How death sparked the beginning of a spiritual journey that led to Buddhism and a deep inquiry int

On my twelfth birthday I saw my grandmother’s body not long after she had died. I was puzzled: what had happened to her? She was alive and kicking yesterday, she could hear the ticking of that ancient grandfather clock in the living room yesterday, she was talking to people and eating her meals yesterday, but today . . . what? Now her body was just an empty shell. But where was she, the person? Where was the person that lived in that body? I couldn’t work it out!

I asked many people what death was, but no one seemed to know. Why not? Why didn’t people know? Some said what they believed, but it was all a bit airy-fairy; it was all just belief. Didn’t anyone really know what happened to someone when they died? A few months later I read a book on hypnosis and age regression and became fascinated by it. People were apparently recalling previous lives. Was it true? Did people really live more than once? Why hadn’t anyone mentioned it to me before? I didn’t realise it at the time, but my journey of discovery had begun and it was a very exciting time for me.

During my early teens I read many kinds of books on all manner of subjects to do with spirituality and religion. Somehow I came across Buddhism. Little was known of this strange Eastern religion in the 1950s and early 1960s. But I began to learn about the Buddha’s teachings and to me it was breathtaking.

Here was a religion which didn’t seem like a religion at all. There was no Creator God, and the Buddha was a man, a person just like me, just a human being who asked the questions I was asking about life and death. He diligently sought answers to those questions, first through the holy men of the day in India and then he sought answers within himself, within his own mind, and that was when he came to an amazing discovery.

At least I thought it was amazing, and I devoured every book on Buddhism I could lay my hands on. This was a man, not a god, who wanted answers about life and death, and set about finding them. And that was what I wanted as well. Gradually, over the years I realised I was a Buddhist, and my search became a spiritual journey; I discovered the Buddha’s path.

What struck me the most about the Buddha’s teachings was that life doesn’t end at the death of the physical body, and that what comes after physical death will depend on what went before it, in other words what kind of life we have led, commonly referred to in Buddhism as karma and rebirth.

It felt almost liberating to think that my present life was the result of my own actions in the forgotten past. `If the way I lived in the past has brought me to this situation,’ I thought, `then the way I live now will affect my future.’ That is how I reasoned it out and it felt empowering. It was rather a simplistic understanding, of course, as I was still very young, but it felt fundamentally right and brought a great deal of joy into my life; I just had that feeling that it was true.
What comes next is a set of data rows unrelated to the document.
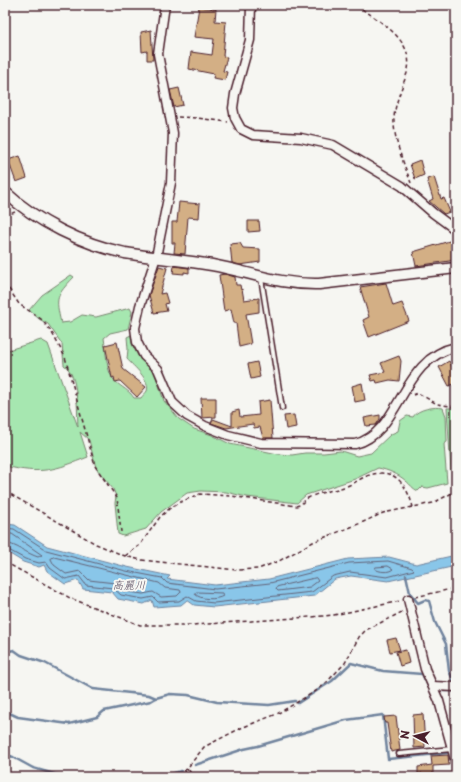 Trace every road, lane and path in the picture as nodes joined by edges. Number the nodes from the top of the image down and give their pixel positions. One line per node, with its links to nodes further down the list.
1 (165, 5): 4 (street)
2 (252, 5): 5 (street)
3 (356, 5): 7 (path)
4 (170, 118): 5 (path); 9 (street)
5 (237, 123): 7 (street)
6 (5, 192): 9 (street)
7 (415, 196): 8 (street)
8 (456, 230)
9 (156, 257): 11 (street); 14 (street)
10 (456, 268): 11 (street)
11 (260, 277): 16 (lane)
12 (5, 283): 20 (path)
13 (456, 347): 14 (street)
14 (396, 404): 15 (path)
15 (456, 407)
16 (282, 408)
17 (5, 491): 21 (path)
18 (456, 491): 19 (path)
19 (413, 507): 21 (path); 21 (path)
20 (122, 532)
21 (125, 556)
22 (5, 562): 24 (path)
23 (456, 588): 24 (path)
24 (408, 600): 25 (street)
25 (409, 609): 26 (street); 31 (path)
26 (433, 686): 27 (street); 28 (street)
27 (456, 687)
28 (452, 749): 29 (lane); 30 (street)
29 (400, 754)
30 (456, 763)
31 (186, 772): 32 (lane)
32 (189, 777)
I have since come to realise that karma and rebirth is all to do with our states of mind and very little to do with material gain or loss, and the best karma is to get insight into the nature of existence, that we are not the isolated, permanent individuals that we might think we are—that I now see is where our freedom lies from sorrow, and where we will find genuine happiness. And that, for me, is the core of the Buddha’s teaching.

Diana St Ruth has been a practising Buddhist since the early 1960s. A director of the Buddhist Publishing Group since 1983, she lived in a Buddhist Community in Devon from 1989-1993 and is the editor of Buddhism Now. She is also the author of several books on Buddhism.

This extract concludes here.